In this matter, the independent contractor, a truck driver, overheard another truck driver “yell across the yard to a Latino driver . . . ‘[h]ey, f**ing Mexican, you know why you have to go to Portland and I don’t? Because f**ing Mexicans are good at crossing borders.’” The truck driver who overheard the racial slurs reported the incident to NSI’s quality assurance manager.  Two days after reporting the conduct of the other truck driver, NSI terminated his employment.  He subsequently filed suit against NSI for retaliation under the WLAD, RCW 49.60.210 and .030.

The court noted that the WLAD was enacted by the state legislature to “eliminate and prevent discrimination.” “The WLAD . . . extends broad protections to ‘any person’ engaging in statutorily protected activity from retaliation by an employer or ‘other person.’” The court noted that to establish a prima facie retaliation case under the WLAD, the plaintiff must show that:

(1) he or she engaged in statutorily protected activity, (2) he or she suffered an adverse employment action, and (3) there was a causal link between his or her activity and the other person’s adverse action . . . . When a person reasonably believes he or she is opposing discriminatory practices, RCW 49.60.210(1) protects that person whether or not the practice is actually discriminatory. A plaintiff proves causation by showing that retaliation was a substantial factor motivating the adverse employment action.

NSI contended that “(1) as an independent contractor, [the contractor was] . . . not an “employee” within the meaning of the statute and (2) because he did not oppose a specific employment practice of his employer, he did not engage in statutorily protected activity.” NSI also argued that “it terminated . . . [the contractor’s] contract because of poor performance and disruptive behavior . . . [and therefore did not fire the contractor for discriminatory behavior].”

The court noted that the Washington Supreme Court held in Marquis v.
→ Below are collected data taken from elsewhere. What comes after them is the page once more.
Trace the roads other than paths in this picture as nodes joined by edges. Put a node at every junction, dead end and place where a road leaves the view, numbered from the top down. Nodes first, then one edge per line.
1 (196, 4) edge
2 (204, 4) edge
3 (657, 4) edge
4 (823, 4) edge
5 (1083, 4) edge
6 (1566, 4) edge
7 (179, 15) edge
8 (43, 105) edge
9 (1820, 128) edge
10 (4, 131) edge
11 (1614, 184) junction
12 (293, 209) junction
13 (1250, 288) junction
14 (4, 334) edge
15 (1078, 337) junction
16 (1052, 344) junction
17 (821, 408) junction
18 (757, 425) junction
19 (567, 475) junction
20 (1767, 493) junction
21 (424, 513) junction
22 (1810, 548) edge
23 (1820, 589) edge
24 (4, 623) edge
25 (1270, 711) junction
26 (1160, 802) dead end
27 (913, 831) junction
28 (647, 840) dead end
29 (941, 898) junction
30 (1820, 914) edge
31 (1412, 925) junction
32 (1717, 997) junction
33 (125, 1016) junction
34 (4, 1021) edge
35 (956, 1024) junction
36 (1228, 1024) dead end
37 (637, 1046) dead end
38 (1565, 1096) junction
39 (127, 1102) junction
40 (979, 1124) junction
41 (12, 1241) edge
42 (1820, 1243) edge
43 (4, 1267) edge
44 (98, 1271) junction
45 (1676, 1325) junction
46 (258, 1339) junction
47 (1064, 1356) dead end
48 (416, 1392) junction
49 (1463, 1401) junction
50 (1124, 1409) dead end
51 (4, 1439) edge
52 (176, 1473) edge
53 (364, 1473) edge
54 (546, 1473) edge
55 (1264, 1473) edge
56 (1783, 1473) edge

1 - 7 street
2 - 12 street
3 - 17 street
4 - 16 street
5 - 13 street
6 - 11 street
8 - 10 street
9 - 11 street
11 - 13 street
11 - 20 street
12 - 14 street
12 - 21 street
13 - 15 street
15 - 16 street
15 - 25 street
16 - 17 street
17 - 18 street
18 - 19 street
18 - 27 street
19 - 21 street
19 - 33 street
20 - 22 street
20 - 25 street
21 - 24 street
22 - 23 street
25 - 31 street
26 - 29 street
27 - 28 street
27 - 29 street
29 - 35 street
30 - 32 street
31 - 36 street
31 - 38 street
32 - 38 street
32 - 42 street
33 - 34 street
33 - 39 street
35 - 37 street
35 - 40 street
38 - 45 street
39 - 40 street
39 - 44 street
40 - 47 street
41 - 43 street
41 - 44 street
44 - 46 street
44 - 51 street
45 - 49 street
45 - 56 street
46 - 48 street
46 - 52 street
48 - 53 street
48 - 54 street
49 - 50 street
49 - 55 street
City of Spokane that “under the broad protection [of the WLAD] . . . an independent contractor may bring an action for discrimination in the making or performance of a contract for personal services where the alleged discrimination is based on sex, race, creed, color, national origin or disability.” The court also stated that “Washington cases have . . . held that a plaintiff need not prove the conduct opposed of was in fact discriminatory but need show only that he or she reasonably believe it was discriminatory.”  The court also stated that it did “not find credible the claim that . . . [the contractor’s complaint to NSI] had no effect on the decision to terminate . . . [the contractor’s] contract.” “Substantial evidence supports the court’s conclusion that . . . [the contractor’s] complaint ‘tipped the scales toward termination.’” The court held that:

Because substantial evidence supports the trial court’s findings of fact regarding liability and damages and those findings support the court’s conclusions of law, we affirm and award . . . [the contractor] his costs and reasonable attorney fees on appeal.

Editor’s Note (Erica Shelley Nelson): Based on the reported facts, most courts would have reached this result.  Courts in retaliation cases often place great weight on the timing between the protected activity and the adverse employment action.  Here, the timing, two days between the reporting of the racial slurs and the termination, was compelling evidence of a retaliatory intent on the part of NSI.  If NSI had more compelling facts to show that the truck driver was terminated for reasons unrelated to the protected activity, then the case may have been decided differently.  Under this set of facts, NSI had an understandably difficult time defending its actions.